(Dataset excerpts)
▼

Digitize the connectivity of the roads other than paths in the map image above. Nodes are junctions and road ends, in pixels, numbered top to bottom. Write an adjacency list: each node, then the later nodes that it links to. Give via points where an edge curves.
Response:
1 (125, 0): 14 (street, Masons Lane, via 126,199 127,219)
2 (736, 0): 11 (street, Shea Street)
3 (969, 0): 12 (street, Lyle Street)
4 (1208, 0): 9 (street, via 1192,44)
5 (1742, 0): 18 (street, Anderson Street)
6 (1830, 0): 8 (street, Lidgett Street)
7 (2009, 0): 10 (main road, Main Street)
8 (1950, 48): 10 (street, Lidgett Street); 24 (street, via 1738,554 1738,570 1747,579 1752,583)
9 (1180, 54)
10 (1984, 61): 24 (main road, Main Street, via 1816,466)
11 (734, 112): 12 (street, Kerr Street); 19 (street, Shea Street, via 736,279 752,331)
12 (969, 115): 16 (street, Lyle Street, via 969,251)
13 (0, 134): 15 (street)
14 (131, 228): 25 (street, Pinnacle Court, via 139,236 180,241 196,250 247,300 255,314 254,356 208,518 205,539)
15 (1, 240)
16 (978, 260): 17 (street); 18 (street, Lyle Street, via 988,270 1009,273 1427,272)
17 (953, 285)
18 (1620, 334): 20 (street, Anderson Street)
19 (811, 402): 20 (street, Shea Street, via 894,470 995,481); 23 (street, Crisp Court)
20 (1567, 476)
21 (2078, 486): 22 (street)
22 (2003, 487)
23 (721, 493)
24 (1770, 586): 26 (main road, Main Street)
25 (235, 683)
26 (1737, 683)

▲

■ Exercise instructions:
Give back all of the entries exactly as written.

■ Solution to the problem:
Digitize the connectivity of the roads other than paths in the map image above. Nodes are junctions and road ends, in pixels, numbered top to bottom. Write an adjacency list: each node, then the later nodes that it links to. Give via points where an edge curves.
Response:
1 (125, 0): 14 (street, Masons Lane, via 126,199 127,219)
2 (736, 0): 11 (street, Shea Street)
3 (969, 0): 12 (street, Lyle Street)
4 (1208, 0): 9 (street, via 1192,44)
5 (1742, 0): 18 (street, Anderson Street)
6 (1830, 0): 8 (street, Lidgett Street)
7 (2009, 0): 10 (main road, Main Street)
8 (1950, 48): 10 (street, Lidgett Street); 24 (street, via 1738,554 1738,570 1747,579 1752,583)
9 (1180, 54)
10 (1984, 61): 24 (main road, Main Street, via 1816,466)
11 (734, 112): 12 (street, Kerr Street); 19 (street, Shea Street, via 736,279 752,331)
12 (969, 115): 16 (street, Lyle Street, via 969,251)
13 (0, 134): 15 (street)
14 (131, 228): 25 (street, Pinnacle Court, via 139,236 180,241 196,250 247,300 255,314 254,356 208,518 205,539)
15 (1, 240)
16 (978, 260): 17 (street); 18 (street, Lyle Street, via 988,270 1009,273 1427,272)
17 (953, 285)
18 (1620, 334): 20 (street, Anderson Street)
19 (811, 402): 20 (street, Shea Street, via 894,470 995,481); 23 (street, Crisp Court)
20 (1567, 476)
21 (2078, 486): 22 (street)
22 (2003, 487)
23 (721, 493)
24 (1770, 586): 26 (main road, Main Street)
25 (235, 683)
26 (1737, 683)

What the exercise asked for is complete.